PROBLEM TO SOLVE: Each line below should be quoted exactly, please.

Stored dataset items:
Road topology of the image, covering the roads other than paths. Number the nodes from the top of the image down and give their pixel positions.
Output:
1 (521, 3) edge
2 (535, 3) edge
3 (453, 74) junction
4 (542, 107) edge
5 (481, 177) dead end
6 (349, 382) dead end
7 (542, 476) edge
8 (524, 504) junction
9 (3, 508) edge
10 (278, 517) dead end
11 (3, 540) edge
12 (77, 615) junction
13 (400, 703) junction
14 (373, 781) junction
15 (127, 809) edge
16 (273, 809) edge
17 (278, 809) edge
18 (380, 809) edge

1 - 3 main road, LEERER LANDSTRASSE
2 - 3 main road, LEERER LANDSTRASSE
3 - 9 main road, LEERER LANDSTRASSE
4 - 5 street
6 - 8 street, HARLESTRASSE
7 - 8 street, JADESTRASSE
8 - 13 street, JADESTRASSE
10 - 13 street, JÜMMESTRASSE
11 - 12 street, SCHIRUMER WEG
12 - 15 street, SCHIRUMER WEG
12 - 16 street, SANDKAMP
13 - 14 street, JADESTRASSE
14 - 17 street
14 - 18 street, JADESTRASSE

SOLUTION TO THE EXERCISE:
Road topology of the image, covering the roads other than paths. Number the nodes from the top of the image down and give their pixel positions.
Output:
1 (521, 3) edge
2 (535, 3) edge
3 (453, 74) junction
4 (542, 107) edge
5 (481, 177) dead end
6 (349, 382) dead end
7 (542, 476) edge
8 (524, 504) junction
9 (3, 508) edge
10 (278, 517) dead end
11 (3, 540) edge
12 (77, 615) junction
13 (400, 703) junction
14 (373, 781) junction
15 (127, 809) edge
16 (273, 809) edge
17 (278, 809) edge
18 (380, 809) edge

1 - 3 main road, LEERER LANDSTRASSE
2 - 3 main road, LEERER LANDSTRASSE
3 - 9 main road, LEERER LANDSTRASSE
4 - 5 street
6 - 8 street, HARLESTRASSE
7 - 8 street, JADESTRASSE
8 - 13 street, JADESTRASSE
10 - 13 street, JÜMMESTRASSE
11 - 12 street, SCHIRUMER WEG
12 - 15 street, SCHIRUMER WEG
12 - 16 street, SANDKAMP
13 - 14 street, JADESTRASSE
14 - 17 street
14 - 18 street, JADESTRASSE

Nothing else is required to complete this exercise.